*** Provided records ***

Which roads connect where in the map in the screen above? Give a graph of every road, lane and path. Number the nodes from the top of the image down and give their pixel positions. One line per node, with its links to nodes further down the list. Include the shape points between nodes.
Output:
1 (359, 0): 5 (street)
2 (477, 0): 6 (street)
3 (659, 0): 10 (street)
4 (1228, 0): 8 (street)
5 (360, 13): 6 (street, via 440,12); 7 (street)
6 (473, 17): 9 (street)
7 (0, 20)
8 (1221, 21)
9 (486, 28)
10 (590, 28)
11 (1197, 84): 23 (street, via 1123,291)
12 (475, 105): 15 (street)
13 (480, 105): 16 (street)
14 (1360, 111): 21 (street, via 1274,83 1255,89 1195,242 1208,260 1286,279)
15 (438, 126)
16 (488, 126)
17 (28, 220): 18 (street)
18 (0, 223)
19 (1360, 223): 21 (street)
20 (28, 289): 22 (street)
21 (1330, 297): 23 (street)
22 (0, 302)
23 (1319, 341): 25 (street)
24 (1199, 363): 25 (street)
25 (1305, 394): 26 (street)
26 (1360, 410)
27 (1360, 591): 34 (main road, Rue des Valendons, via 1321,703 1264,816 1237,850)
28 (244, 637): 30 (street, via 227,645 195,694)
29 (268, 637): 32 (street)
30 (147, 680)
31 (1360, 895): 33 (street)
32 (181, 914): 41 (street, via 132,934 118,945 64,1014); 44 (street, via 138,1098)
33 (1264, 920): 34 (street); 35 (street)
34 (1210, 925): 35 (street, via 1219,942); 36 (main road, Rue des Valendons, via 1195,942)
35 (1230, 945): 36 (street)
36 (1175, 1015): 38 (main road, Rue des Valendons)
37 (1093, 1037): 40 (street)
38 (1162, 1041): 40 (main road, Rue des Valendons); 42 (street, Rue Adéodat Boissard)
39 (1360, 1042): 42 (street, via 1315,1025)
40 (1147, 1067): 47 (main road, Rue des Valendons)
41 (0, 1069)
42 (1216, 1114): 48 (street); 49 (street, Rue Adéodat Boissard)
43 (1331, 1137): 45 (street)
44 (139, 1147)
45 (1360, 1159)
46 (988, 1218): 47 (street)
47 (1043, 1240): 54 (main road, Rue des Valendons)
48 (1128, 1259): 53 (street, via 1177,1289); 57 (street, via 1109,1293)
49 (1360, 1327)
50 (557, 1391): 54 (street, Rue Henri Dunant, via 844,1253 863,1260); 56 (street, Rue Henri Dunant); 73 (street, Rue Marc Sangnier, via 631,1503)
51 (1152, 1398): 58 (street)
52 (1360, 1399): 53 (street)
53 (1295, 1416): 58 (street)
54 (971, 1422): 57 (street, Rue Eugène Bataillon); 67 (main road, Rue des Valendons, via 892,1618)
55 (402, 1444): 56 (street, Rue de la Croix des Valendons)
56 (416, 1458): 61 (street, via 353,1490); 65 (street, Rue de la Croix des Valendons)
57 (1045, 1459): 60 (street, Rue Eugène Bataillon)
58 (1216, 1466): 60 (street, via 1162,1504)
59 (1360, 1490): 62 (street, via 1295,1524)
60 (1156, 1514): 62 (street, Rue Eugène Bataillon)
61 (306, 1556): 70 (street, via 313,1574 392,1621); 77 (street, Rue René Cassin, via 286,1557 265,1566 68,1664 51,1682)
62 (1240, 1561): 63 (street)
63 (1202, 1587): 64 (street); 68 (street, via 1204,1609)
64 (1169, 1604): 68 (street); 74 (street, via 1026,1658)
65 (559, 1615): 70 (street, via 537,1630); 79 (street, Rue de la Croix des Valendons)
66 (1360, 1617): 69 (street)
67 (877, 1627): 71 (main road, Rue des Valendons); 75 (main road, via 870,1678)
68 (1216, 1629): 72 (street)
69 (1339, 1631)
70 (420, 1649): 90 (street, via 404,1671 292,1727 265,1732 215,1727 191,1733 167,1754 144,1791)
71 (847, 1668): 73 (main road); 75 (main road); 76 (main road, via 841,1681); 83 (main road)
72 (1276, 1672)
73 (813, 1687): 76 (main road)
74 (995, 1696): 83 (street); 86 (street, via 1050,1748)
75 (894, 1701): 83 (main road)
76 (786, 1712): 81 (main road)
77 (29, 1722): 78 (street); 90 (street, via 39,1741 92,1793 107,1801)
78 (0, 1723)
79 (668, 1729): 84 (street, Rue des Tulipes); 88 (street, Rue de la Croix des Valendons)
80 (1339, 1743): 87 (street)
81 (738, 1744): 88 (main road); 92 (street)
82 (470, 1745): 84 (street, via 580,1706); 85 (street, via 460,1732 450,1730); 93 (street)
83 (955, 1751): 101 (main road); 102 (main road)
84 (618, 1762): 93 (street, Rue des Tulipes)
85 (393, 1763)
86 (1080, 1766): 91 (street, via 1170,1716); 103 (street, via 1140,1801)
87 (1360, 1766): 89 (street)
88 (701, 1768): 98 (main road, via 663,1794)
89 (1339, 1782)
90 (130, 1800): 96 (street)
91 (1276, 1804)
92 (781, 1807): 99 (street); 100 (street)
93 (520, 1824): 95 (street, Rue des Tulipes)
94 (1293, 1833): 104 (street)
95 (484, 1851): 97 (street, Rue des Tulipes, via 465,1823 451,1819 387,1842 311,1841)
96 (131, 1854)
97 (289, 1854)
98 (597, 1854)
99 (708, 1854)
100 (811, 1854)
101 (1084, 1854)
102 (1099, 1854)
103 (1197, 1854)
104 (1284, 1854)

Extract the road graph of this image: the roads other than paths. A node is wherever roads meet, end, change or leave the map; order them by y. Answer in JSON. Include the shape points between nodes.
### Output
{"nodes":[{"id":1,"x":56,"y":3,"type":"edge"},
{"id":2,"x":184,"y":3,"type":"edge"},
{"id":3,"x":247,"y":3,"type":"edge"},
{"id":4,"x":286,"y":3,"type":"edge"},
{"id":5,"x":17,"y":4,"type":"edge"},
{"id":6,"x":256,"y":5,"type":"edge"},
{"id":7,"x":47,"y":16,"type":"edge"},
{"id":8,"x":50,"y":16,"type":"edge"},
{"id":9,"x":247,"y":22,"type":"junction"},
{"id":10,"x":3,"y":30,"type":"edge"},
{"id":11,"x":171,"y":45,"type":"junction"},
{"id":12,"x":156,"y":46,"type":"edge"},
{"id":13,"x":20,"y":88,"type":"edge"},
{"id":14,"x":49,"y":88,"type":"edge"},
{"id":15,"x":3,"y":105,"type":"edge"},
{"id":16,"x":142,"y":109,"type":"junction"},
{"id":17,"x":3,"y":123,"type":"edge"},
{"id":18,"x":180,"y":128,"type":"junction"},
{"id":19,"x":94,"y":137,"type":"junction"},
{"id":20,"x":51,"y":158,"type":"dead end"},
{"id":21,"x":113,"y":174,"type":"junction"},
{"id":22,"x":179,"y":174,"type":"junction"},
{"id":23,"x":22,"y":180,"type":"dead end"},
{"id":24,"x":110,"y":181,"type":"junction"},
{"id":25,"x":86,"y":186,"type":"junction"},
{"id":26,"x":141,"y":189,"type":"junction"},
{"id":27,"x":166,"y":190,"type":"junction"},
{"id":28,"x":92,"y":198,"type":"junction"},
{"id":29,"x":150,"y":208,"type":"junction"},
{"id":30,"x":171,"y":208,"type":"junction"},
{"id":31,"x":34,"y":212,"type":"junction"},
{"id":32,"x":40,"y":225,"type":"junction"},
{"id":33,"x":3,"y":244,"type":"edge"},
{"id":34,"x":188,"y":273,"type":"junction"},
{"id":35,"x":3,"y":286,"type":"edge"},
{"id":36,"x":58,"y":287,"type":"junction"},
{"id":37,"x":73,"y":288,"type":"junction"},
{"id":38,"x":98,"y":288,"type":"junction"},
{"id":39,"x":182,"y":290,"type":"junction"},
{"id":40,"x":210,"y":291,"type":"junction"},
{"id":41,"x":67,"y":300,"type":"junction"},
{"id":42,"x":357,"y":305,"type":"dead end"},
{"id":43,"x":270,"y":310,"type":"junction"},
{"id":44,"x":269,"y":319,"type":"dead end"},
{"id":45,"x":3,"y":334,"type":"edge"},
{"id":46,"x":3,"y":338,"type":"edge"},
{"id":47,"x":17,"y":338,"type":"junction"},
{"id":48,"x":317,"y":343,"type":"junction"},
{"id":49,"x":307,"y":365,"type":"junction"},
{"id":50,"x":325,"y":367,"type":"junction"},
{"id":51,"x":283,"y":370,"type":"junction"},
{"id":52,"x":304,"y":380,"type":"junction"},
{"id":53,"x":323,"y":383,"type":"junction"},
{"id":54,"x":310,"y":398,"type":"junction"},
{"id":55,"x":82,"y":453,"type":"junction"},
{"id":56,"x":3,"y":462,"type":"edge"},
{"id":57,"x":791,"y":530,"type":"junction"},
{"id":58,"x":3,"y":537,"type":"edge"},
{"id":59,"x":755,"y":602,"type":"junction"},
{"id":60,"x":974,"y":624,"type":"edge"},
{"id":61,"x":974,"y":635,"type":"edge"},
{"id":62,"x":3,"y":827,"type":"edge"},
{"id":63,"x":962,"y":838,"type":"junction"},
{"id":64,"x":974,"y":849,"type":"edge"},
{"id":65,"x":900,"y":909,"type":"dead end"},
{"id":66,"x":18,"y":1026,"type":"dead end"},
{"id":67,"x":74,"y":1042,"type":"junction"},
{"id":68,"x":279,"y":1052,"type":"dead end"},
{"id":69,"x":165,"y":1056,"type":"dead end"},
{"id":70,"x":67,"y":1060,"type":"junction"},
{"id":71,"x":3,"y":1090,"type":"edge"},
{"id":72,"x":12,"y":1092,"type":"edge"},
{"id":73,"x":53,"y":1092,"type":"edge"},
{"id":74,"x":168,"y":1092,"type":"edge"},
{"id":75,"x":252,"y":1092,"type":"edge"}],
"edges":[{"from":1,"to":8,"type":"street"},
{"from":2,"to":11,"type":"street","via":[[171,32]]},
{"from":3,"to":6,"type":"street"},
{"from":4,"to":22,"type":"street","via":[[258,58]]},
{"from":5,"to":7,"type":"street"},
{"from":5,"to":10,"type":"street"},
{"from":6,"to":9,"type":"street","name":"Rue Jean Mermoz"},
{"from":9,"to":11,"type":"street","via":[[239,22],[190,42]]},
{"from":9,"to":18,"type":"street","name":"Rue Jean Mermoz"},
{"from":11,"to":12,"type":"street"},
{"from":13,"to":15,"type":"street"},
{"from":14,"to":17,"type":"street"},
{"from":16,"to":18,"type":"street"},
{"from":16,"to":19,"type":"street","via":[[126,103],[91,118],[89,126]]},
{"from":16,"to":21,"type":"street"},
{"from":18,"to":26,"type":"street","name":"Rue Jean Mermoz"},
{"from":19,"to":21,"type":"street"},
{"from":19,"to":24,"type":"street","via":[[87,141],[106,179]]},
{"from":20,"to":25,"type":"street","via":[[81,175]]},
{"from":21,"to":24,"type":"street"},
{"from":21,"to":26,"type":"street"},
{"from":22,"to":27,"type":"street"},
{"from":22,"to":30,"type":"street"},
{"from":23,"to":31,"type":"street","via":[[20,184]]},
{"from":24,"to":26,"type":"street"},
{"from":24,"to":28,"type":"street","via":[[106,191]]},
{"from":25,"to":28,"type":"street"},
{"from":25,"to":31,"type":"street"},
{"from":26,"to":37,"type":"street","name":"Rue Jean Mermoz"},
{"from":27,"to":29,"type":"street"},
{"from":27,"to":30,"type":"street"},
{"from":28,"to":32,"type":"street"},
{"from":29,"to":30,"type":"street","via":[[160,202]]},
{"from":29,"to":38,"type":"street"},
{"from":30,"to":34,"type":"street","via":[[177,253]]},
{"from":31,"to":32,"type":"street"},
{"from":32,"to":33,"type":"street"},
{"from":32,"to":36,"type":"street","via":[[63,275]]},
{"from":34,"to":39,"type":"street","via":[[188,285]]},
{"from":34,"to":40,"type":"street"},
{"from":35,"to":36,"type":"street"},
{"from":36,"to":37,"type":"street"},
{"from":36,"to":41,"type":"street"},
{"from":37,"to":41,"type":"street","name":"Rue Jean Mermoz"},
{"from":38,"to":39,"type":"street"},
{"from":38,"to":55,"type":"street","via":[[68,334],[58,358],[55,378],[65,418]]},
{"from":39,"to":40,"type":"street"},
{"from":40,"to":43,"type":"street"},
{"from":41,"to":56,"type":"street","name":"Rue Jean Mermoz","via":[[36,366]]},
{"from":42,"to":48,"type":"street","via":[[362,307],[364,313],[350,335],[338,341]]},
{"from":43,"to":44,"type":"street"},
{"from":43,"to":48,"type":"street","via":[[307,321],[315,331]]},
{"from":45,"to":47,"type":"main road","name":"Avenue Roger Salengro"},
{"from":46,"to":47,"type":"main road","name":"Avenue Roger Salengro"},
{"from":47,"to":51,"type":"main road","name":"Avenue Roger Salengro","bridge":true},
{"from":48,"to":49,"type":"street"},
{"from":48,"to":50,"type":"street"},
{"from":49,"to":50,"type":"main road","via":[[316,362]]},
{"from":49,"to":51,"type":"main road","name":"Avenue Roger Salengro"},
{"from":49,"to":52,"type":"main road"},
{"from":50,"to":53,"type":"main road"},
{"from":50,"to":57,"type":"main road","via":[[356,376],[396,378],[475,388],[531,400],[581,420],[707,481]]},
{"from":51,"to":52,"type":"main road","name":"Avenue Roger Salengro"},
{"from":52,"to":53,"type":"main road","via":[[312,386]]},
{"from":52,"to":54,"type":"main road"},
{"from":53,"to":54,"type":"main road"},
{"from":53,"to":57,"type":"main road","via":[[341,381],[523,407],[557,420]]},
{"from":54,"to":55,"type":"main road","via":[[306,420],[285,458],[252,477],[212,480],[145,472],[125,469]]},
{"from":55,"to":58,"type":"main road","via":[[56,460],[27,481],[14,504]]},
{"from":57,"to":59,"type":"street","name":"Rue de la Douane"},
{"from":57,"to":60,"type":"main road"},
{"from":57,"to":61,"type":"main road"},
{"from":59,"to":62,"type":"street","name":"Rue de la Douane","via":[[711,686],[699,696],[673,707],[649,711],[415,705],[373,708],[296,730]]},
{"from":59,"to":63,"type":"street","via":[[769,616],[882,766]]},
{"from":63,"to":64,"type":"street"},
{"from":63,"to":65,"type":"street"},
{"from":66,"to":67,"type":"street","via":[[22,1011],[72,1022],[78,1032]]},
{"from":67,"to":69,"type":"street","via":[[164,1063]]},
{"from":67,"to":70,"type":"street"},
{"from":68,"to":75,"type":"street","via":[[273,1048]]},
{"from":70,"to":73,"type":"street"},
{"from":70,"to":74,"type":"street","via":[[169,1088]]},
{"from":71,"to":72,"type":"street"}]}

*** End of Provided records ***

— The task —
Make a tally of the lines in this data that include the string "Boissard", and answer with that tally alone.

— Answer to the problem —
2